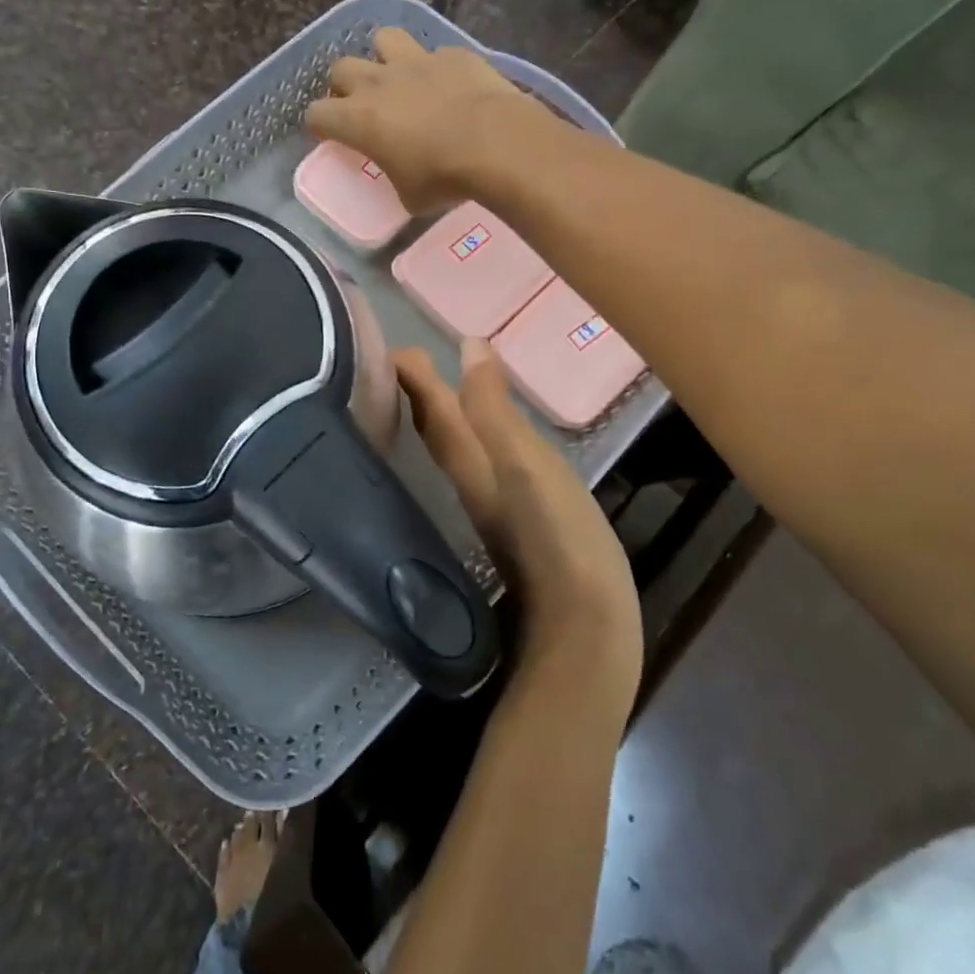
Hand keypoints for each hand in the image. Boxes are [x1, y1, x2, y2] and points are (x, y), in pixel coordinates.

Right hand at [306, 28, 550, 212]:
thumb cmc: (443, 177)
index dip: (320, 126)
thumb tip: (404, 179)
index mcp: (357, 119)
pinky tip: (449, 85)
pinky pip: (434, 52)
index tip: (331, 136)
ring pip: (383, 39)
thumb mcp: (409, 196)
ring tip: (398, 78)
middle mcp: (378, 82)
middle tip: (360, 105)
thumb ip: (396, 178)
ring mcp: (416, 61)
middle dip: (344, 85)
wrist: (496, 142)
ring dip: (384, 57)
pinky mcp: (453, 54)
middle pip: (340, 68)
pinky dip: (436, 68)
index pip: (316, 114)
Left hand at [395, 340, 642, 697]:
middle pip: (434, 429)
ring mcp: (487, 506)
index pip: (429, 409)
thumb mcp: (527, 462)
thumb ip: (494, 409)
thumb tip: (467, 347)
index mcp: (467, 462)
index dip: (410, 376)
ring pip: (451, 450)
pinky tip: (487, 443)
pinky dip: (472, 444)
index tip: (390, 345)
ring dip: (441, 417)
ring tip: (440, 390)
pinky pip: (477, 468)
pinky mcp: (510, 525)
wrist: (584, 628)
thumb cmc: (558, 535)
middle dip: (419, 394)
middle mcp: (467, 481)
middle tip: (408, 362)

══════════════════════════════

**DESCRIPTION OF THE TASK:**
Please retype the whole listing above word for word and drop the pictures.

**YOUR RESPONSE:**
Hand keypoints for each hand in the image. Boxes are [x1, y1, x2, y2] and points are (x, y), in pixel coordinates.

Right hand at [306, 28, 550, 212]:
thumb cmc: (443, 177)
index dip: (320, 126)
thumb tip: (404, 179)
index mcp: (357, 119)
pinky tip: (449, 85)
pinky pip: (434, 52)
index tip: (331, 136)
ring pip: (383, 39)
thumb mcp: (409, 196)
ring tip: (398, 78)
middle mcp: (378, 82)
middle tip: (360, 105)
thumb ip: (396, 178)
ring mcp: (416, 61)
middle dip: (344, 85)
wrist: (496, 142)
ring dip: (384, 57)
pinky mcp: (453, 54)
middle pip: (340, 68)
pinky dip: (436, 68)
index pip: (316, 114)
Left hand at [395, 340, 642, 697]:
middle pip: (434, 429)
ring mcp: (487, 506)
index pip: (429, 409)
thumb mcp: (527, 462)
thumb ip: (494, 409)
thumb tip: (467, 347)
index mcp: (467, 462)
index dip: (410, 376)
ring pip: (451, 450)
pinky tip: (487, 443)
pinky dip: (472, 444)
index tip: (390, 345)
ring dip: (441, 417)
ring tip: (440, 390)
pinky pip: (477, 468)
pinky mcp: (510, 525)
wrist: (584, 628)
thumb cmc: (558, 535)
middle dip: (419, 394)
middle mcp: (467, 481)
middle tip: (408, 362)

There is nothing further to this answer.